I never jumped on to the iPod bandwagon. Let me assure you, I was probably the only person in Montreal not bouncing along the streets plugged into an iPod, exchanging a knowing nod with fellow Macaholics as I crossed them on the street. But that didn’t make me miss out on the phenomenon that is the iPod — the product that is poised for an elevated place in the technology hall of fame (if there is such a place). It isn’t really surprising —Mac was always considered the cooler (richer) cousin of the PC, so any product Apple Inc. came up with just had to be slicker than the rest.

Apple managed to ride the cool wave for a long time. Very intelligent and perceptive marketing is the backbone to an already impressive product — ‘Think Different,’ Apple urged us and then told us how, with the ‘Switch’ campaign that followed. The computer offered software that allowed people like you and me to produce movies, music, websites, whose quality could rival big production houses. The iPod offered new ways of organising and transferring music— and everyone wondered how they ever did without it!

But now we are faced with the iPhone. Can it bring about a similar (global) Mac attack? Let’s go step by step.

Why would you buy an iPhone? (As opposed to simply salivating at the thought of owning one.) It’s the first phone that does not extend its software to accommodate extra features (for example, a music player) but instead it essentially condenses an entire operating system into a phone — a mini Mac, if you will. Its real feature, then, lies in applications that have not been introduced as yet. This means that you can do virtually anything with it, with features far beyond what a Blackberry offers.

But there is a small glitch. At the moment the iPhone has tied up to a single network provider in the US — Cingular — and it only allows Apple software to operate on the iPhone. This will have to change — Apple made the right decision in the 1990s when it tied up with Intel and embraced Microsoft software for Mac, instantly expanding its customer base. Now, it needs to differentiate its product from the many, many cell phones in the market. And the challenge is the same. It needs to enable consumers to play around with the product instead of being limited by it.

So will Apple’s unique branding work for iPhone? Apple’s success has rested on its image as an alternative to the system. But with the iPhone and Apple TV, uniqueness is lost. Cheaper cousins of iPhone are certainly going to crop up. News reports already talk of the initial sales boom slowing down.

We, the global community of consumers, are spoilt for choice. We are constantly adopting technology we really don’t need — simply because we can! And no doubt, the iPhone wants to ride this wave.

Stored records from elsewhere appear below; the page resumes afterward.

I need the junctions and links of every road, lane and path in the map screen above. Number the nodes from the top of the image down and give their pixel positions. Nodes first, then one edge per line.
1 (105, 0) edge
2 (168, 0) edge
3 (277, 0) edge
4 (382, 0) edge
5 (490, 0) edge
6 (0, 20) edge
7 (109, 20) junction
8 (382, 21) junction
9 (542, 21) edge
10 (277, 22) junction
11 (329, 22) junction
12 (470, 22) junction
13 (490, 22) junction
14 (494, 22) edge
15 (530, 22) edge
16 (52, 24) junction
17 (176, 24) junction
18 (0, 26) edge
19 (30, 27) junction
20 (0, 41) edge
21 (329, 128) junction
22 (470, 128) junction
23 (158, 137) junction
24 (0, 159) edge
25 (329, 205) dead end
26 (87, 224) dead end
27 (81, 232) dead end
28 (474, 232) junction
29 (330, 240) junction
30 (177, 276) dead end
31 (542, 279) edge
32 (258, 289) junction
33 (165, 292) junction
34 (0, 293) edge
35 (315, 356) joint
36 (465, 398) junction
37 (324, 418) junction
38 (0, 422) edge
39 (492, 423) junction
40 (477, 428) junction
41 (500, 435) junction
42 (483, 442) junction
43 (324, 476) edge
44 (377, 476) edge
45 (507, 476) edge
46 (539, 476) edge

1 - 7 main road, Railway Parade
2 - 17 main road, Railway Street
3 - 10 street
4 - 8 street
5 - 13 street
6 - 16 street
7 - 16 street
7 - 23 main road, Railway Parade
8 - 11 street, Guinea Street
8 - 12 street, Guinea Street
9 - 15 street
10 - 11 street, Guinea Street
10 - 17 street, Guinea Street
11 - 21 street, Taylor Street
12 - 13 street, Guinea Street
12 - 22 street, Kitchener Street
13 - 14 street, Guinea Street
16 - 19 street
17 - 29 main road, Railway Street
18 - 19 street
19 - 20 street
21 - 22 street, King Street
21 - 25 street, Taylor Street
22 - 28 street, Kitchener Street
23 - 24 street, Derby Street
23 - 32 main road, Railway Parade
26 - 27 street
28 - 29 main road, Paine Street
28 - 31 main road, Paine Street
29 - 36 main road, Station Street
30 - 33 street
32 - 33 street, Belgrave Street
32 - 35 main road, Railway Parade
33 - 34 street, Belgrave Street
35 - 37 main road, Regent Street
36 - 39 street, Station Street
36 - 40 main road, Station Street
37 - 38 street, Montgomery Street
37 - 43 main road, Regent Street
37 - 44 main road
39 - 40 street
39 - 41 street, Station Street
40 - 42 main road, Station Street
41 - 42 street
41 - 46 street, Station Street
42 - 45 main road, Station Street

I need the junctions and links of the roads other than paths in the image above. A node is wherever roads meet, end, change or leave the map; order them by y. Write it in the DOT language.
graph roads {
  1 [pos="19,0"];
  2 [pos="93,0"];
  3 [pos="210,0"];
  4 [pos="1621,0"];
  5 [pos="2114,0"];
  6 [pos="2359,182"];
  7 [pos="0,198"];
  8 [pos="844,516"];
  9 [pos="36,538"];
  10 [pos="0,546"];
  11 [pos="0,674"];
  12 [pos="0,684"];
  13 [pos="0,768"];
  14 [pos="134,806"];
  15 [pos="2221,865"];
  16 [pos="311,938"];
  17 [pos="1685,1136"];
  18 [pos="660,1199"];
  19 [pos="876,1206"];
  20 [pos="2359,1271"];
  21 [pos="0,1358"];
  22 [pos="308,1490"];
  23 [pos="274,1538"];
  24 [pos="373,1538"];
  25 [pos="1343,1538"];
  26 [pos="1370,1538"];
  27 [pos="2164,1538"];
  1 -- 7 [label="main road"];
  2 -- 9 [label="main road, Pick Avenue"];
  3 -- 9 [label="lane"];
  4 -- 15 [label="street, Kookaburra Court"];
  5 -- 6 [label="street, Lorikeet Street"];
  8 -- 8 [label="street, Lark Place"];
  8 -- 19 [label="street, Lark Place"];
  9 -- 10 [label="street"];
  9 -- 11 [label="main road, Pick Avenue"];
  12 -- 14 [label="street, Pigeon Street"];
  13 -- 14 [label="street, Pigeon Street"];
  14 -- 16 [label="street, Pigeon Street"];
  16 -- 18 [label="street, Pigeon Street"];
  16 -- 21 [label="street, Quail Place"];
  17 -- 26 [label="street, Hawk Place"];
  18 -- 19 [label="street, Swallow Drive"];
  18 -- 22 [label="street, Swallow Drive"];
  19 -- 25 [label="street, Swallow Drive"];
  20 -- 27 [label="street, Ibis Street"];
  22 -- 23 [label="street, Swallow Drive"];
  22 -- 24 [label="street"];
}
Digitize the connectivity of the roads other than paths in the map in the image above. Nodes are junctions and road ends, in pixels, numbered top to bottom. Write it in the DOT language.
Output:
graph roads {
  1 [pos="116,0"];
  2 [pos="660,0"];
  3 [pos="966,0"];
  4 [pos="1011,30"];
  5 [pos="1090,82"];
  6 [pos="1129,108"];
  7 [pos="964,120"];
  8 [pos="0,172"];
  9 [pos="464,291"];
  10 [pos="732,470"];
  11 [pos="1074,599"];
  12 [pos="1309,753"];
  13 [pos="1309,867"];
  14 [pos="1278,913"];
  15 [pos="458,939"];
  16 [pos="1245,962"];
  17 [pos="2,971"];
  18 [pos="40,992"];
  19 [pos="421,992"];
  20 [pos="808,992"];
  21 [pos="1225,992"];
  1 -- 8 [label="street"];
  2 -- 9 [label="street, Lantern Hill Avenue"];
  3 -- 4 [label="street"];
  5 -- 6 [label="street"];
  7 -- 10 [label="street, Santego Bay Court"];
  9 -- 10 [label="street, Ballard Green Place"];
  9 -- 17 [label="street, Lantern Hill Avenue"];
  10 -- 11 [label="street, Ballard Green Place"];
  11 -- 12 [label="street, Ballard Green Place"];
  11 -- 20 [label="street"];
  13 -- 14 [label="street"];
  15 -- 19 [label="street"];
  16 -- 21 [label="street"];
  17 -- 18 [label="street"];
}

But will we bite?

Outside of selling itself as the hippest, edgiest version of any product out there, there are some practical steps Apple should take to advance its consumer base — firstly, improve its customer service because at the moment the company is notorious for being difficult about repairing its products. But more importantly, like it did when it released the iPod nano, it needs to come up with an iPhone for the budget shopper — or a person like me — who just needs a phone, but not necessarily one with a global mapping system.

This is the crux of the matter. Apple is now in the mass-producing world of consumer electronics, and unless it wants to remain a high-end luxury product service, its strategy needs to be revised. The iPhone media hype was a freebie. It’s almost a guarantee that when the Apple TV is launched, there will be no overnight queue waiting impatiently for the moment they can plug in their newest idiot box.

Technology can be a great leveller. Apple will have to ensure it doesn’t fall too far from the (consumer) tree.